Los constituyentes, entre los que destacó el catalán Miquel Roca, idearon el Estado de las Autonomías, que encarriló la diversidad y la pluralidad en un intento cuasi federal que hoy pervive con buena salud, aunque requiere notoriamente una reconversión. En estos cuarenta y cinco años de vida democrática, el nacionalismo catalán ha sido casi siempre cooperador y positivo.
Con una excepción notoria: el 'procés'. Tras la retirada de Pujol, el socialista Maragall intentó una reforma del Estatuto de Autonomía que mitigara un evidente malestar en Cataluña por determinados desequilibrios innegables. Pero la derecha españolista de todo el Estado, que nunca creyó del todo en el derecho a la diversidad de la sociedad democrática, se opuso con saña en todas partes. La gran crisis de 2008 y la apatía de Rajoy impidieron una rectificación y un arreglo cuando todavía era posible y el diferendo concluyó en el 1-O, en la aplicación del art. 155 C.E. y en la ruptura, zanjada en un arduo proceso en el Supremo. Hubo prisión para los revoltosos.
El Gobierno de izquierdas ha conseguido en estos años recientes lo que parecía imposible: gracias a unos indultos y a una amnistía para superar aquella ruptura, los catalanes han entronizado a un socialista en la presidencia de la Generalitat, ya que los nacionalistas están en minoría. Pero hay quienes quieren que fracase la aventura.
Jordi Juan, director de La Vanguardia, refería la situación este lunes: "Alfonso Rueda, presidente de la Xunta de Galicia, afirma este domingo en El Mundo: 'No admitiré que se le dé un solo euro a Catalunya a costa de Galicia'. Y María Guardiola, presidenta de la Junta de Extremadura, también este domingo en La Razón: 'La defensa del interés de Extremadura no puede ir en perjuicio de un catalán'. Y el fin de semana pasado, Juan Moreno Bonilla, presidente de la Junta de Andalucía, en El Mundo: 'No voy a aceptar que un catalán tenga más que un andaluz'".
Sería inimaginable que alguien pretendiera engendrar un sistema de financiación autonómica que privilegiara a algunos y perjudicara al resto.

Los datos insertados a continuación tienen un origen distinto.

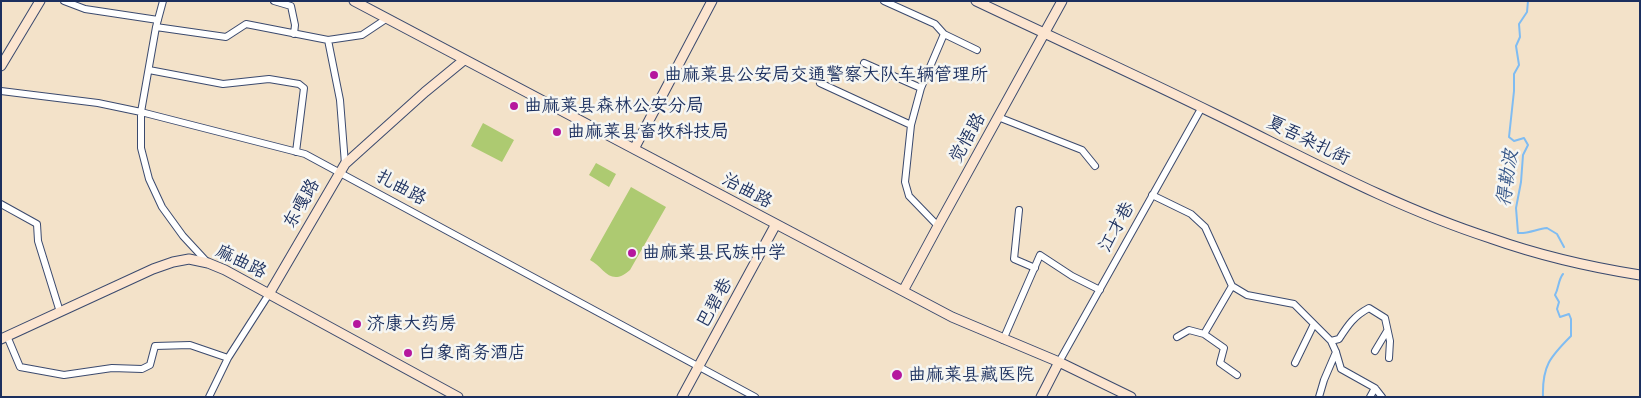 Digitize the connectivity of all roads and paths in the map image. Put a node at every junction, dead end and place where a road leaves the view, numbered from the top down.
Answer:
1 (40, 1) edge
2 (64, 1) edge
3 (163, 1) edge
4 (274, 1) edge
5 (354, 1) edge
6 (712, 1) edge
7 (884, 1) edge
8 (976, 1) edge
9 (1062, 1) edge
10 (386, 18) junction
11 (158, 20) junction
12 (156, 27) junction
13 (1044, 33) junction
14 (294, 34) junction
15 (944, 34) junction
16 (328, 40) junction
17 (977, 50) dead end
18 (464, 60) junction
19 (864, 64) dead end
20 (1, 66) edge
21 (149, 70) junction
22 (820, 83) dead end
23 (921, 88) junction
24 (1, 91) edge
25 (1202, 107) junction
26 (141, 112) junction
27 (998, 117) junction
28 (911, 125) junction
29 (634, 149) junction
30 (296, 152) junction
31 (344, 164) junction
32 (1095, 166) dead end
33 (339, 172) junction
34 (1152, 195) junction
35 (1, 204) edge
36 (1019, 210) dead end
37 (776, 224) junction
38 (938, 226) junction
39 (208, 263) junction
40 (1035, 268) junction
41 (1640, 275) edge
42 (1232, 286) junction
43 (1100, 290) junction
44 (903, 291) junction
45 (269, 294) junction
46 (60, 312) junction
47 (1313, 326) dead end
48 (1386, 330) dead end
49 (1204, 334) junction
50 (1176, 337) dead end
51 (4, 338) edge
52 (1003, 340) junction
53 (1330, 340) junction
54 (1375, 351) dead end
55 (1336, 352) junction
56 (228, 358) junction
57 (1389, 358) dead end
58 (1059, 362) junction
59 (1296, 363) dead end
60 (698, 366) junction
61 (1237, 375) dead end
62 (1375, 388) junction
63 (209, 397) edge
64 (458, 397) edge
65 (682, 397) edge
66 (756, 397) edge
67 (1040, 397) edge
68 (1131, 397) edge
69 (1318, 397) edge
70 (1370, 397) edge
71 (1382, 397) edge

1 - 20 main road
2 - 11 street
3 - 11 street
4 - 14 street
5 - 10 main road, 治曲路
6 - 29 main road
7 - 15 street
8 - 13 main road, 夏吾杂扎街
9 - 13 main road, 觉悟路
10 - 16 street
10 - 18 main road, 治曲路
11 - 12 street
12 - 14 street
12 - 21 street
13 - 25 main road, 夏吾杂扎街
13 - 27 main road, 觉悟路
14 - 16 street
15 - 17 street
15 - 23 street
16 - 31 street
18 - 29 main road, 治曲路
18 - 31 main road, 东嘎路
19 - 23 street
21 - 26 street
21 - 30 street
22 - 28 street
23 - 28 street
24 - 26 street, 扎曲路
25 - 34 street, 江才巷
25 - 41 main road, 夏吾杂扎街
26 - 30 street, 扎曲路
26 - 39 street
27 - 32 street
27 - 38 main road, 觉悟路
28 - 38 street
29 - 37 main road, 治曲路
30 - 33 street, 扎曲路
31 - 33 main road, 东嘎路
33 - 45 main road, 东嘎路
33 - 60 street, 扎曲路
34 - 42 street
34 - 43 street, 江才巷
35 - 46 street
36 - 40 street
37 - 44 main road, 治曲路
37 - 60 main road, 巴碧巷
38 - 44 main road, 觉悟路
39 - 45 main road, 麻曲路
39 - 46 main road, 麻曲路
40 - 43 street
40 - 52 street
42 - 49 street
42 - 53 street
43 - 58 street, 江才巷
44 - 52 main road, 治曲路
45 - 56 street, 东嘎路
45 - 64 main road, 麻曲路
46 - 51 main road, 麻曲路
47 - 59 street
48 - 54 street
49 - 50 street
49 - 61 street
51 - 56 street
52 - 58 main road, 治曲路
53 - 55 street
53 - 57 street
55 - 62 street
55 - 69 street
56 - 63 street, 东嘎路
58 - 67 main road
58 - 68 main road, 治曲路
60 - 65 main road, 巴碧巷
60 - 66 street, 扎曲路
62 - 70 street
62 - 71 street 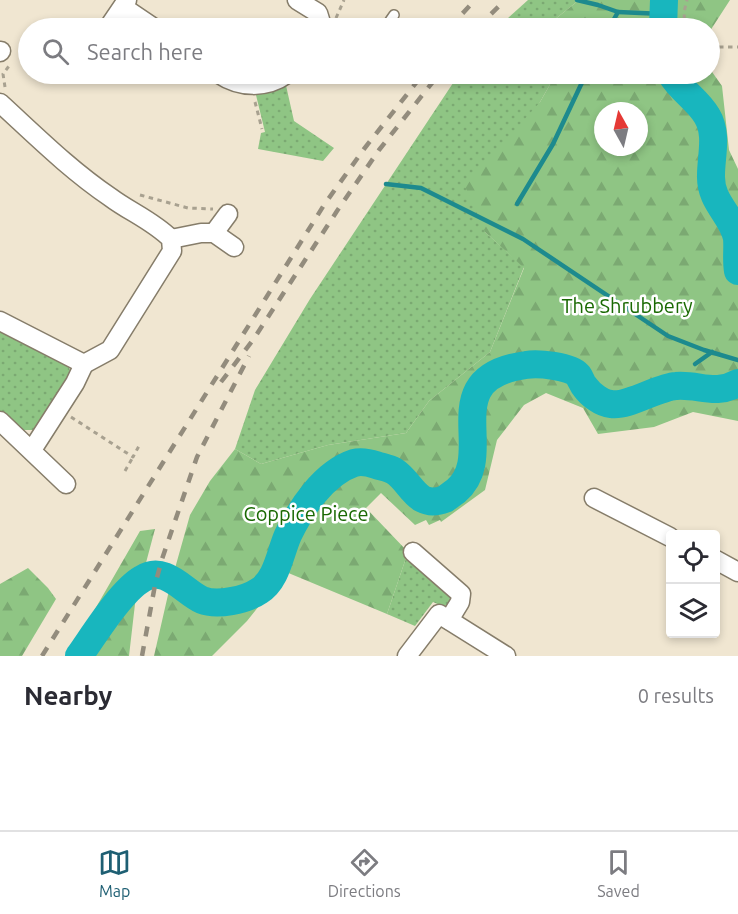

El propio Salvador Illa ha negado airadamente esta posibilidad. Una cosa es que Cataluña recaude sus impuestos y otra muy distinta que se quiebre la equidad. Por lo que Jordi Juan sospecha que hay quien está interesado en esparcir la catalanofobia. El PP, entre otros. Habría que meditar al respecto porque la solución de este país no pasa, es obvio, por abrir nuevas grietas entre Cataluña y el resto del Estado.